First off I'm not a big Peta Fan. Not saying they haven't done some good, but I think they have done equal amounts of harm. 

"Many people buy birds on impulse and don't have a clue how much time, money, and energy is needed to care for them on a daily basis. Birds are as messy and destructive as puppies—something irresponsible breeders and retailers often won't explain to customers. "

True enough, but then many people buy kittens, puppies, fish, turtles, snakes, and everything else and do the same. The simple fact is those creatures exist because of us. I doubt many of us have wild tiels direct from Aus that were living in the wild and trapped. 

No our birds were bred, lovingly fed the best we could, given all they need to make big pretty healthy babies. And those babys were socialized and sent out into the world.
Is it fair to condemn all birds because some humans don't recognise the responsibility when they buy one?

Should you have to take a bird quiz, have a licence to buy one? And would that really change anything?

Life is what it is, people as a whole change but very very very slowly.

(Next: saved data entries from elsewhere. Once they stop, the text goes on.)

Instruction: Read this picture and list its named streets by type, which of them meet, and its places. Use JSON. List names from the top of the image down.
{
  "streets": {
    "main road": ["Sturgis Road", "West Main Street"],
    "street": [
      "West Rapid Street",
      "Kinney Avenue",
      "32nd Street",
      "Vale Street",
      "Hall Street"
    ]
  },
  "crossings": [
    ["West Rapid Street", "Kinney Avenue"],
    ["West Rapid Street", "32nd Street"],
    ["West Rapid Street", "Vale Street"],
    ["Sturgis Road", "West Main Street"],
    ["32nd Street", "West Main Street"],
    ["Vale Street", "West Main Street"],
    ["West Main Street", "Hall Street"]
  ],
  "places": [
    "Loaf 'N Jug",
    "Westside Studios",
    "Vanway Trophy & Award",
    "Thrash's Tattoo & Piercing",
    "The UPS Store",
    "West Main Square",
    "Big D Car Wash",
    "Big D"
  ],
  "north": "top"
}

Peta could probably accuse half the people on this forum of neglect in one form or another. But for the most part our birds live long, healthy, happy lives. Isn't that what is important?


----------



## Oni (Feb 20, 2012)

I've heard this all before when I used to keep reptiles  The truth is that ANY animal species can be bought on impulse, out grown, incorrectly kept etc etc...it's not unique to any specific one.

The more popular an animal becomes as a pet the more there is breeding for specific colours for eg. guppies (fish), bearded dragons, leopard geckos, corn snakes, budgies, cockatiels. These animals all represent a small handful of the most commonly kept pets where their popularity has resulted in MANY different colours/morphs being selectively bred by breeders. These particular animals are MANY generations removed from their wild counterparts. They lack some of the natural instinct to be able to survive in the wild and their unusual colours and most often displacement from the 'natural habitat' mean they have very little to no chance of ever surviving outside of captivity. Their whole existence is to be a pet - and no they don't have any choice in the matter but that's a whole different issue about people playing God.

Animals of all varieties ARE still smuggled but responsible countries try to stop or at least minimize it. Places like Australia banned exporting wildlife ages ago...so again...even your wild coloured cockatiels or bearded dragon is HIGHLY unlikely to have had a wild relative for many many MANY generations.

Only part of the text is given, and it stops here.